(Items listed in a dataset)
┄┄┄┄┄┄

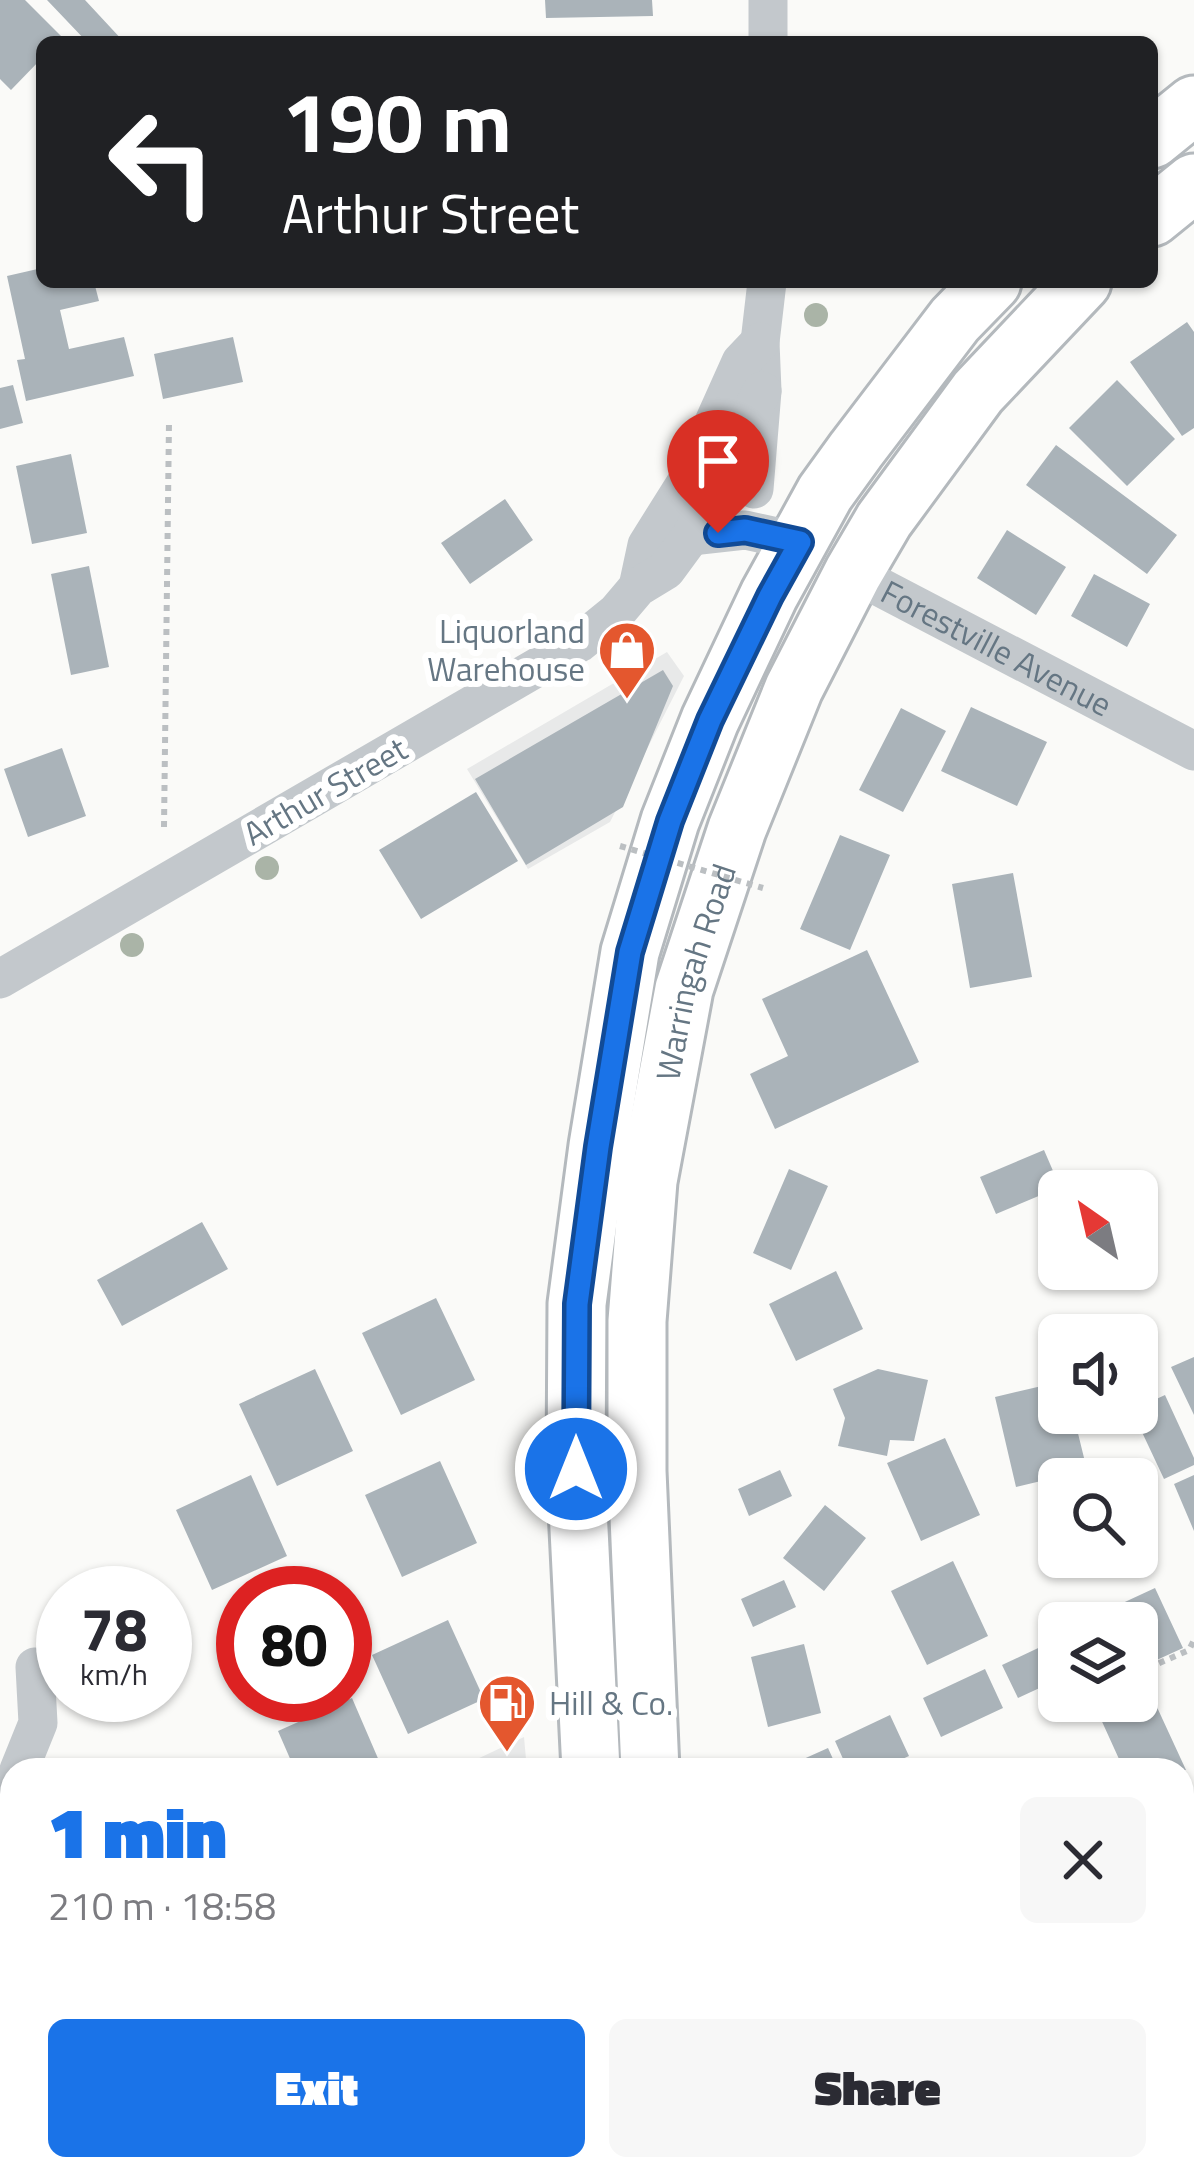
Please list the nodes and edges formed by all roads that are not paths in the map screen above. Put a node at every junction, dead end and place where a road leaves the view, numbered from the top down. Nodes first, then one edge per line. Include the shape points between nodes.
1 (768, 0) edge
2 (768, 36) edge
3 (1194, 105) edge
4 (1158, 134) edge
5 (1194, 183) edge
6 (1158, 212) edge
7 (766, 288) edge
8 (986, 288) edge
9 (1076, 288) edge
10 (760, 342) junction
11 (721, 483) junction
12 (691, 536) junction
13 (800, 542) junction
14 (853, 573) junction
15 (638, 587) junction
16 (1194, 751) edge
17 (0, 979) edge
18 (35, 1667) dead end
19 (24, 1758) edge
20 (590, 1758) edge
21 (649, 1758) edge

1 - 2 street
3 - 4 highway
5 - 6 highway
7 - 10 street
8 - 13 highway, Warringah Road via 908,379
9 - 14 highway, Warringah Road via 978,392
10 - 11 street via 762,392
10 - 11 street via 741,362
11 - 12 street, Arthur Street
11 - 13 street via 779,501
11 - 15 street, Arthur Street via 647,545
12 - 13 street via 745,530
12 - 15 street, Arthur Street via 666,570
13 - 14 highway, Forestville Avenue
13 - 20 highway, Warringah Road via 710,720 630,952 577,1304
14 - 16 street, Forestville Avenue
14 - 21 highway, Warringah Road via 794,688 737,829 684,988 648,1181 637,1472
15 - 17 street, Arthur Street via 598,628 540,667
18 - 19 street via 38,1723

┄┄┄┄┄┄

### [What the exercise asks]
Print all of the records shown above exactly, leaving out each picture.

### [Solution for this problem]
Please list the nodes and edges formed by all roads that are not paths in the map screen above. Put a node at every junction, dead end and place where a road leaves the view, numbered from the top down. Nodes first, then one edge per line. Include the shape points between nodes.
1 (768, 0) edge
2 (768, 36) edge
3 (1194, 105) edge
4 (1158, 134) edge
5 (1194, 183) edge
6 (1158, 212) edge
7 (766, 288) edge
8 (986, 288) edge
9 (1076, 288) edge
10 (760, 342) junction
11 (721, 483) junction
12 (691, 536) junction
13 (800, 542) junction
14 (853, 573) junction
15 (638, 587) junction
16 (1194, 751) edge
17 (0, 979) edge
18 (35, 1667) dead end
19 (24, 1758) edge
20 (590, 1758) edge
21 (649, 1758) edge

1 - 2 street
3 - 4 highway
5 - 6 highway
7 - 10 street
8 - 13 highway, Warringah Road via 908,379
9 - 14 highway, Warringah Road via 978,392
10 - 11 street via 762,392
10 - 11 street via 741,362
11 - 12 street, Arthur Street
11 - 13 street via 779,501
11 - 15 street, Arthur Street via 647,545
12 - 13 street via 745,530
12 - 15 street, Arthur Street via 666,570
13 - 14 highway, Forestville Avenue
13 - 20 highway, Warringah Road via 710,720 630,952 577,1304
14 - 16 street, Forestville Avenue
14 - 21 highway, Warringah Road via 794,688 737,829 684,988 648,1181 637,1472
15 - 17 street, Arthur Street via 598,628 540,667
18 - 19 street via 38,1723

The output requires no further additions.